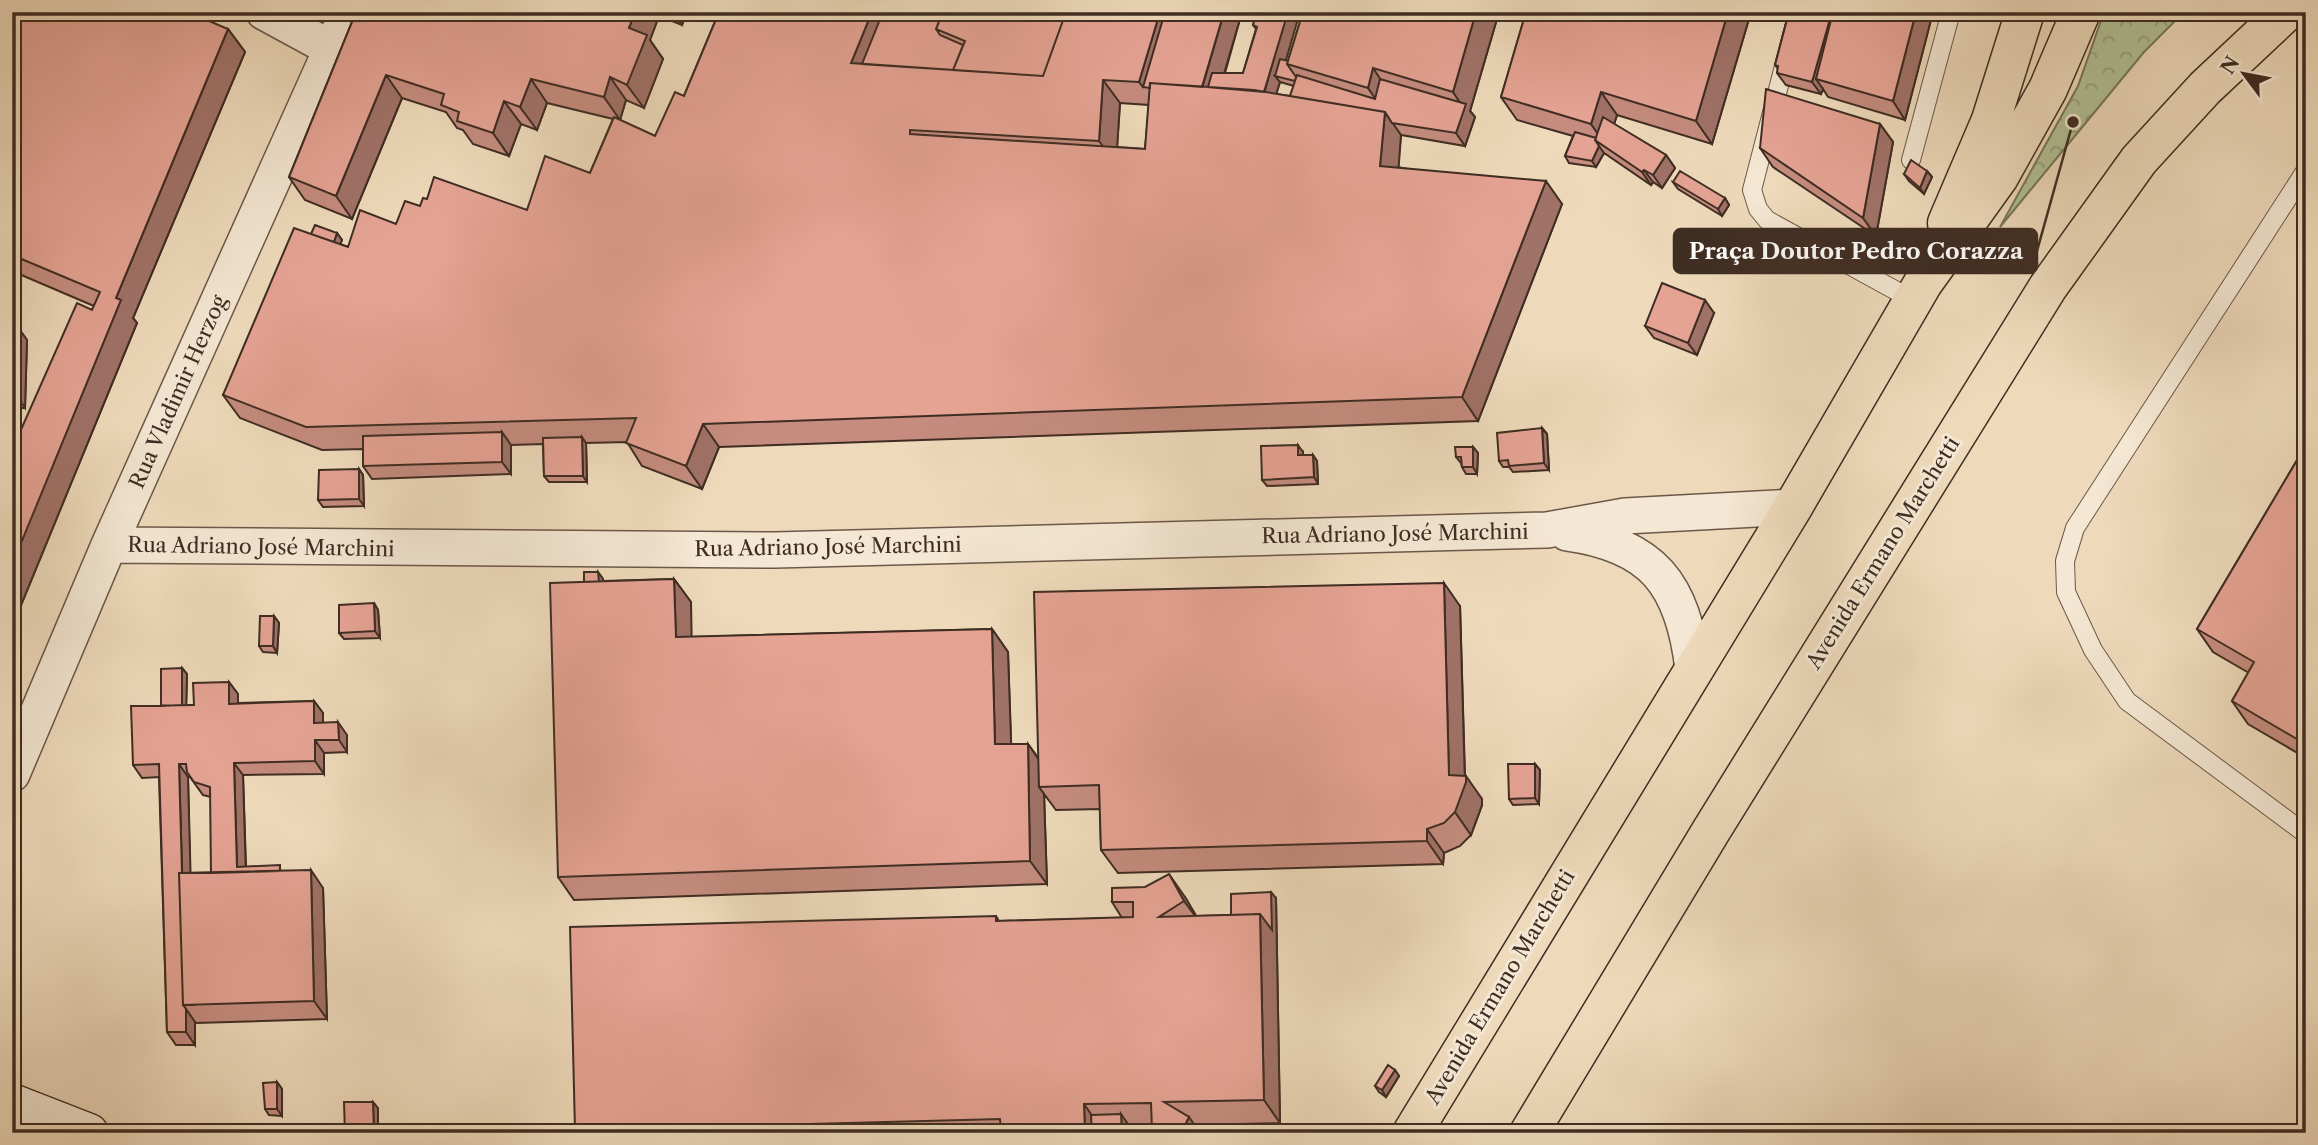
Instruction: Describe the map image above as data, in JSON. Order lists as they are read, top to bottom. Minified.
*****
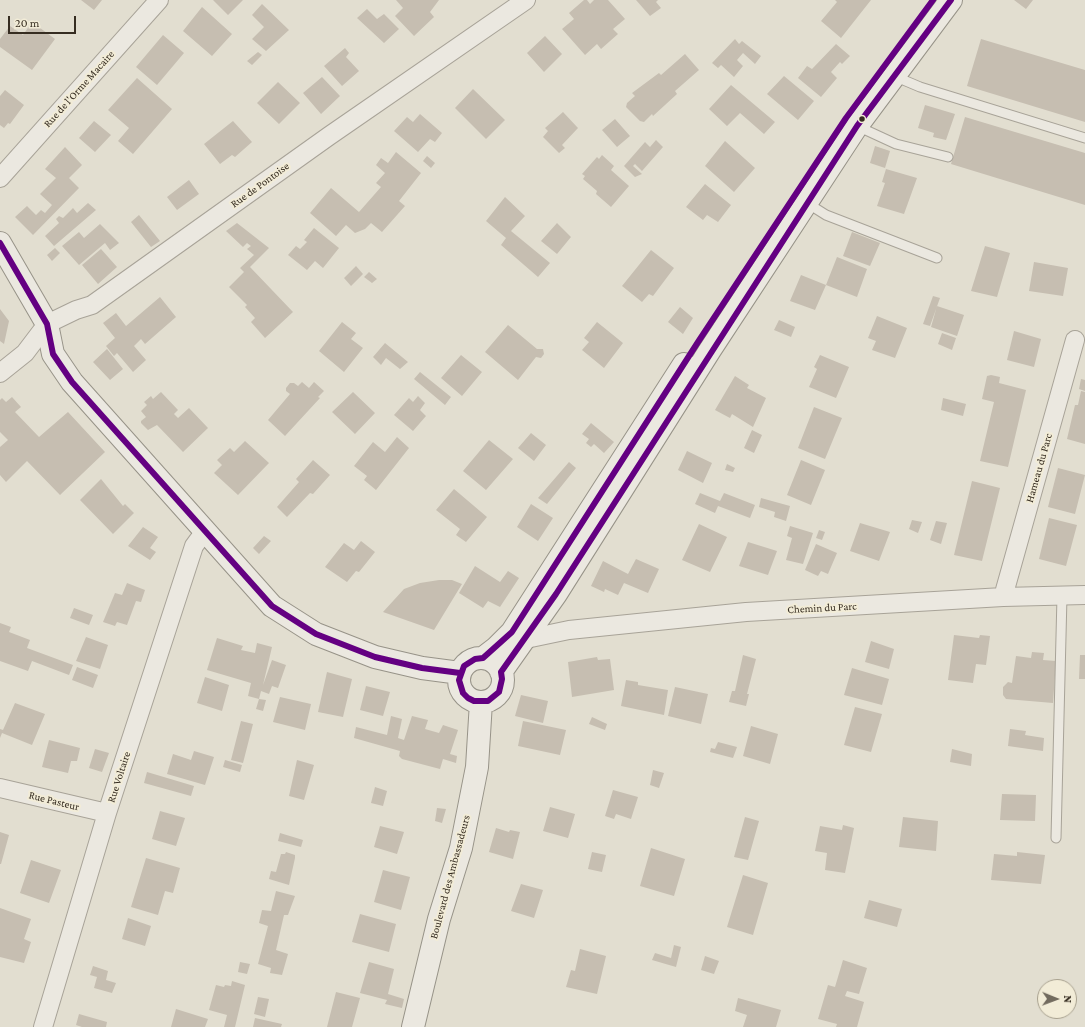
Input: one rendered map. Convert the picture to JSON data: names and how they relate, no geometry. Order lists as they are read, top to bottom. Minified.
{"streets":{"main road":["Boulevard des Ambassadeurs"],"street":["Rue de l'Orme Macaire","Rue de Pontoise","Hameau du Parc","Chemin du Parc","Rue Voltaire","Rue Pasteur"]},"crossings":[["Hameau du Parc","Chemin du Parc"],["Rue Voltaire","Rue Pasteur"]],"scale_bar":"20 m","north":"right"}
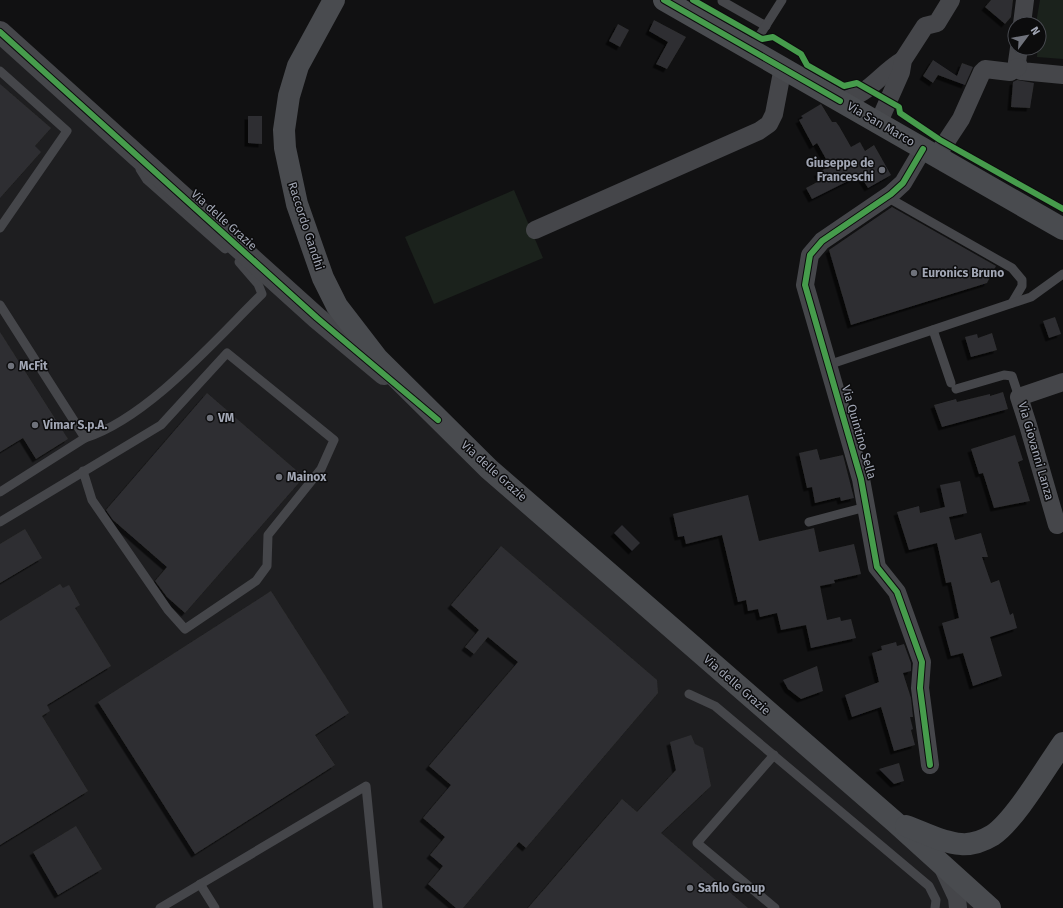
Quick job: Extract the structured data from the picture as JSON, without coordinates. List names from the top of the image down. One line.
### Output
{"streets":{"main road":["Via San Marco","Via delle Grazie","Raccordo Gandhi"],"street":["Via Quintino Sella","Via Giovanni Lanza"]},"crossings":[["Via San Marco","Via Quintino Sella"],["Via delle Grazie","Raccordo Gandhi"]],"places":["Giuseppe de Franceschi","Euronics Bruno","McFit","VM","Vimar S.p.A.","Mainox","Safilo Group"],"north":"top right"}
*****
- **WORK ORDER**
Copy out each line of the data that includes the string "image".

- **YOUR RESPONSE**
Instruction: Describe the map image above as data, in JSON. Order lists as they are read, top to bottom. Minified.
Quick job: Extract the structured data from the picture as JSON, without coordinates. List names from the top of the image down. One line.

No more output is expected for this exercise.